Dataset records:
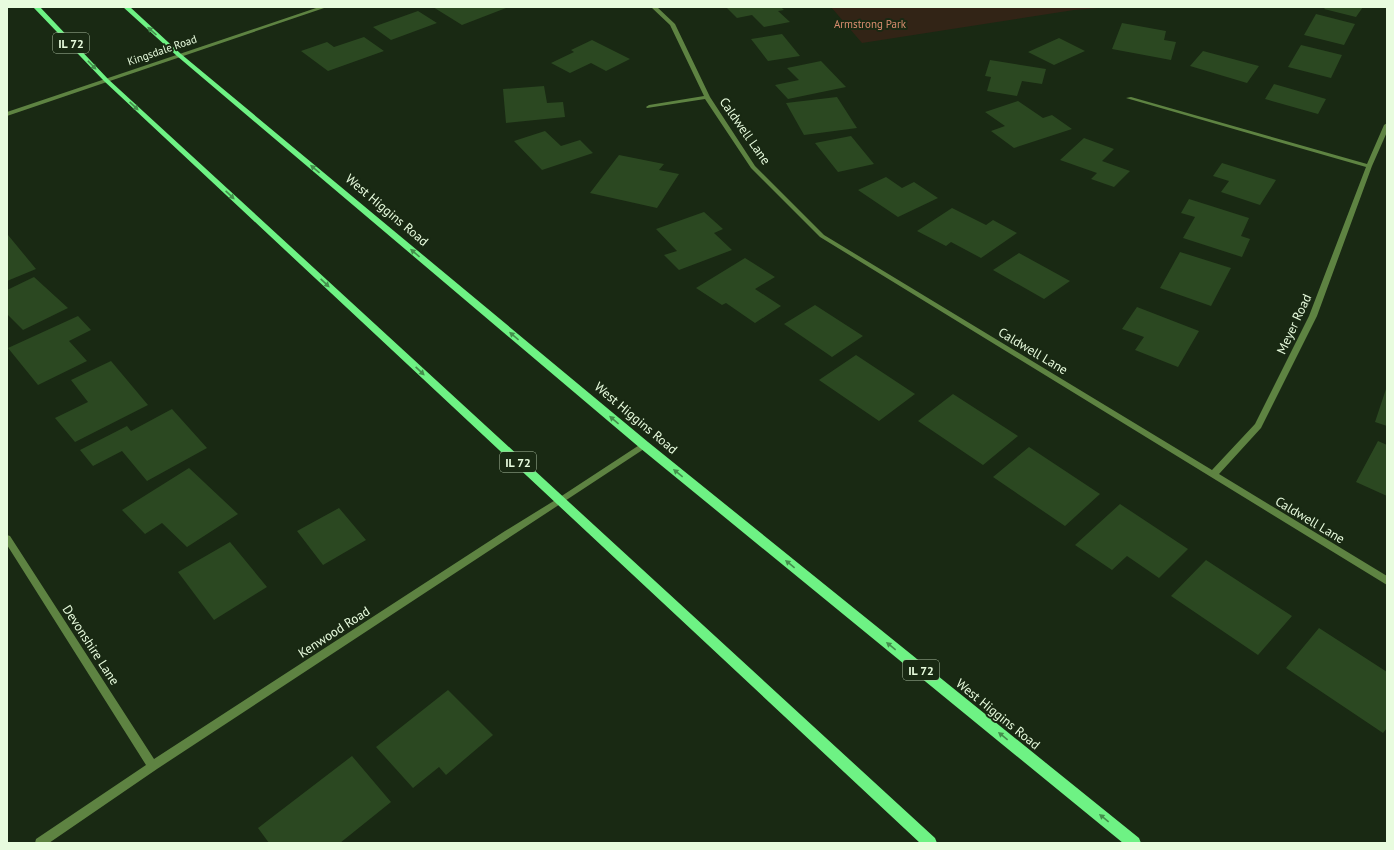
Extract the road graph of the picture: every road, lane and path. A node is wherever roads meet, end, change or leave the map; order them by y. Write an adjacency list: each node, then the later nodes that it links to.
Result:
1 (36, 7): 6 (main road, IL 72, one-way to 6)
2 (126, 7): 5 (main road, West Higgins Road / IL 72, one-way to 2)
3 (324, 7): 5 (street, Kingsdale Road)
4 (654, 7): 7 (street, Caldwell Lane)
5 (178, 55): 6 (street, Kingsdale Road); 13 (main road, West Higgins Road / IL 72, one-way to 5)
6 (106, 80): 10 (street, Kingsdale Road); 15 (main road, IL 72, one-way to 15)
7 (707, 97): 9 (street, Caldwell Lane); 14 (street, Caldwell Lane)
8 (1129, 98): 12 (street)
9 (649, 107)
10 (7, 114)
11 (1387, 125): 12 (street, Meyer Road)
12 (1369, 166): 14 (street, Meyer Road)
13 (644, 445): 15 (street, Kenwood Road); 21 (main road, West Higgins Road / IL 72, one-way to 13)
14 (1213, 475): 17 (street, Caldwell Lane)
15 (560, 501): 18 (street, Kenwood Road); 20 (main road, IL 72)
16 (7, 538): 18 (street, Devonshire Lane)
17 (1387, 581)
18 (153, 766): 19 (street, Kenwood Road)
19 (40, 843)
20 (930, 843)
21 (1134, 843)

==

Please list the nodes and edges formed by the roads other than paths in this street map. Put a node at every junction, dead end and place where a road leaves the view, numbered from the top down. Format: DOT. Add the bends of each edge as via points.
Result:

---

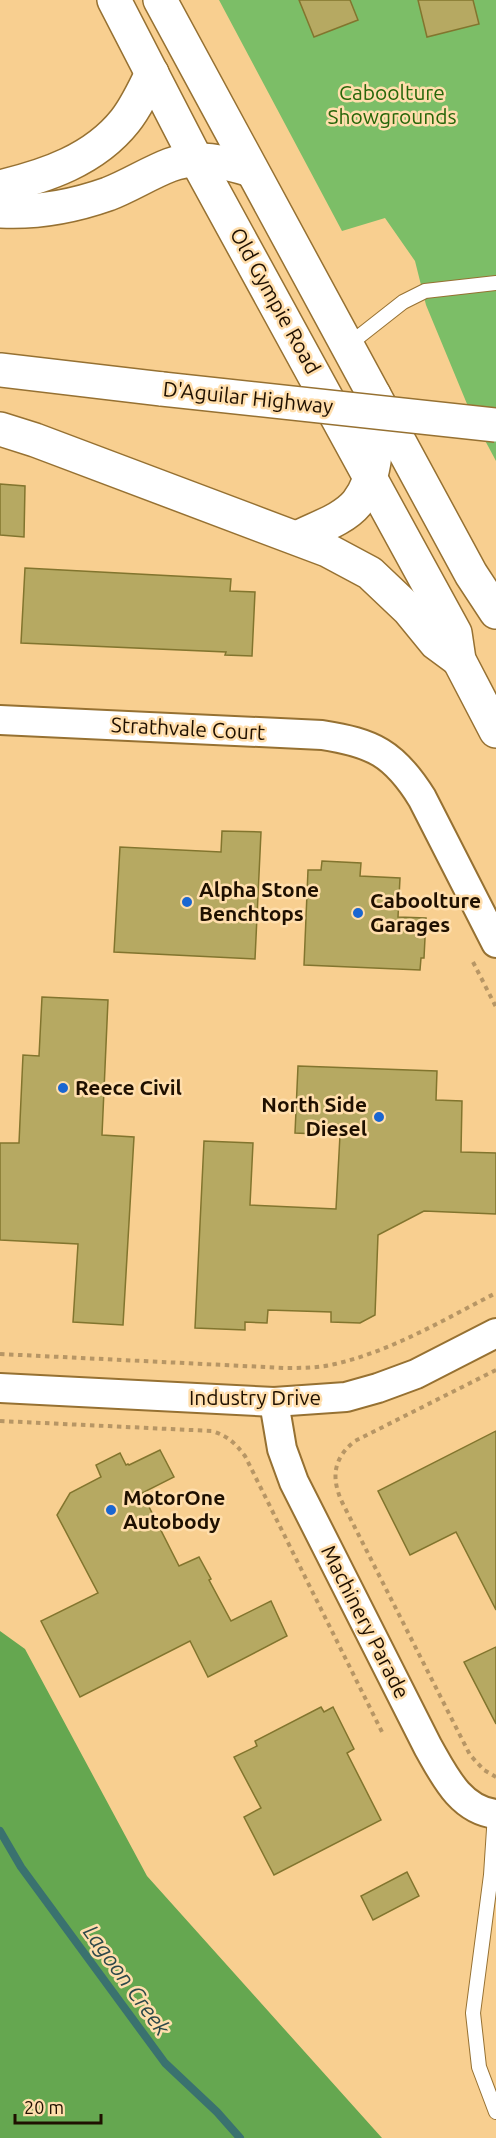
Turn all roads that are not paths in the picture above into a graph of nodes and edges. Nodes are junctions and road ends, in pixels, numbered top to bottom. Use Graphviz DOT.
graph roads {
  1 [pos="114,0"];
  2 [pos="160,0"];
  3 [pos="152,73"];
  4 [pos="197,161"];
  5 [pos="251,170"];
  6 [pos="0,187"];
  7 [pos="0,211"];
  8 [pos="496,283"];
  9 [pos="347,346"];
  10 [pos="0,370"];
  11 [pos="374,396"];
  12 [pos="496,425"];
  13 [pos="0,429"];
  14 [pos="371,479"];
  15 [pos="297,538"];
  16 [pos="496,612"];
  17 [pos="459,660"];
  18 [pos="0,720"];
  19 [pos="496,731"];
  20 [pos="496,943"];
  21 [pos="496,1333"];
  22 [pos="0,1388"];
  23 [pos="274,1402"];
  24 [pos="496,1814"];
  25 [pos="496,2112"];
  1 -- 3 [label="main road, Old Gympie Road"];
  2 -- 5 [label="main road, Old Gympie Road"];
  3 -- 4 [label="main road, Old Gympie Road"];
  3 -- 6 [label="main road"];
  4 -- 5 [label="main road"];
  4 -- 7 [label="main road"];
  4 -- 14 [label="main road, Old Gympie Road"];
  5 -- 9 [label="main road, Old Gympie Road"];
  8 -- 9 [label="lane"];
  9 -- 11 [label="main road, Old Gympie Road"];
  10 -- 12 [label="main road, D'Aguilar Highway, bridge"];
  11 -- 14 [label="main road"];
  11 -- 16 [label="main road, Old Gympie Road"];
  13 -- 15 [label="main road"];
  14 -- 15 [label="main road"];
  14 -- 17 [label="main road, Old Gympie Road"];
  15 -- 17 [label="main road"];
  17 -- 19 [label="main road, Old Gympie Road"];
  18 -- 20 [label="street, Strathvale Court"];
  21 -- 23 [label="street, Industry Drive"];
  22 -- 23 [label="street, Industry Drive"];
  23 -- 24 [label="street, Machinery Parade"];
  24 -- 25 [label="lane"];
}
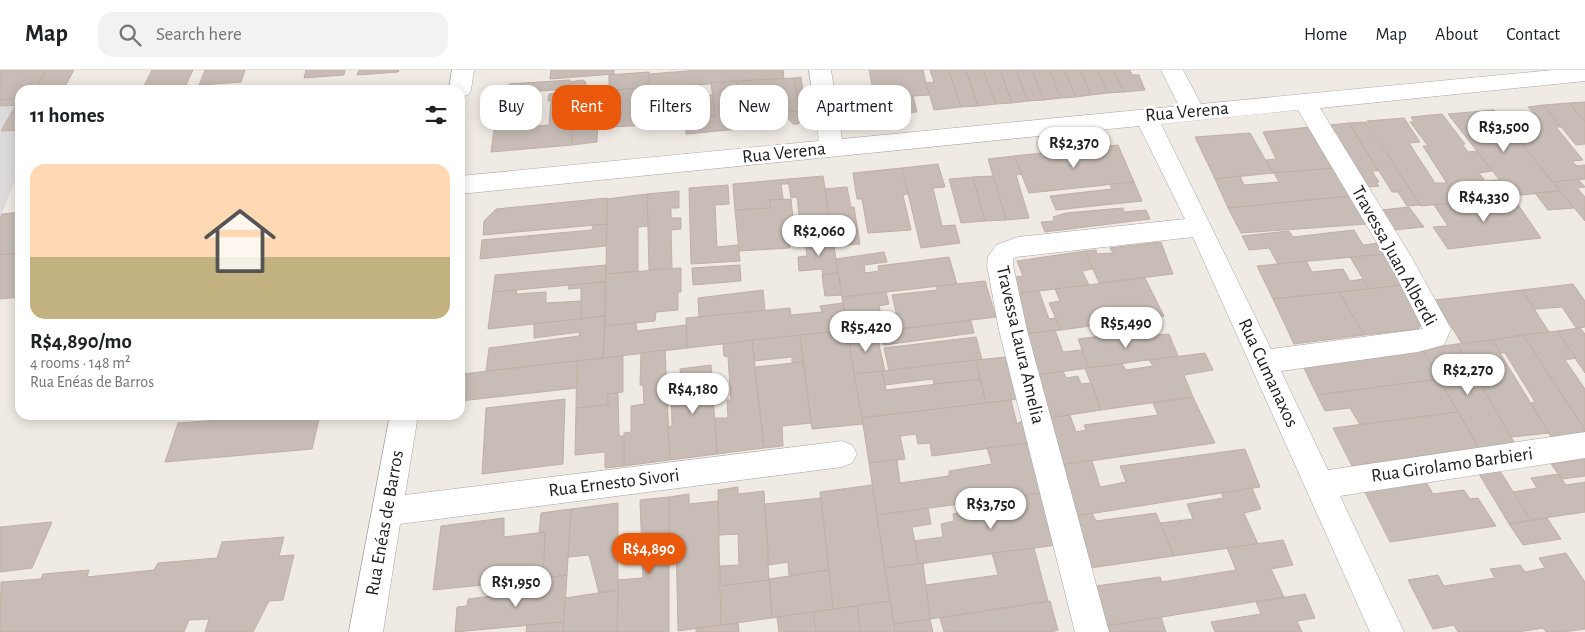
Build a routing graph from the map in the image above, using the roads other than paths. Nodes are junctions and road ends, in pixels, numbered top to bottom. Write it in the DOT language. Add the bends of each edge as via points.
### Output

Action item: Scan the entries for lines holding the string "than", then copy every one of them.

Final answer:
Please list the nodes and edges formed by the roads other than paths in this street map. Put a node at every junction, dead end and place where a road leaves the view, numbered from the top down. Format: DOT. Add the bends of each edge as via points.
Build a routing graph from the map in the image above, using the roads other than paths. Nodes are junctions and road ends, in pixels, numbered top to bottom. Write it in the DOT language. Add the bends of each edge as via points.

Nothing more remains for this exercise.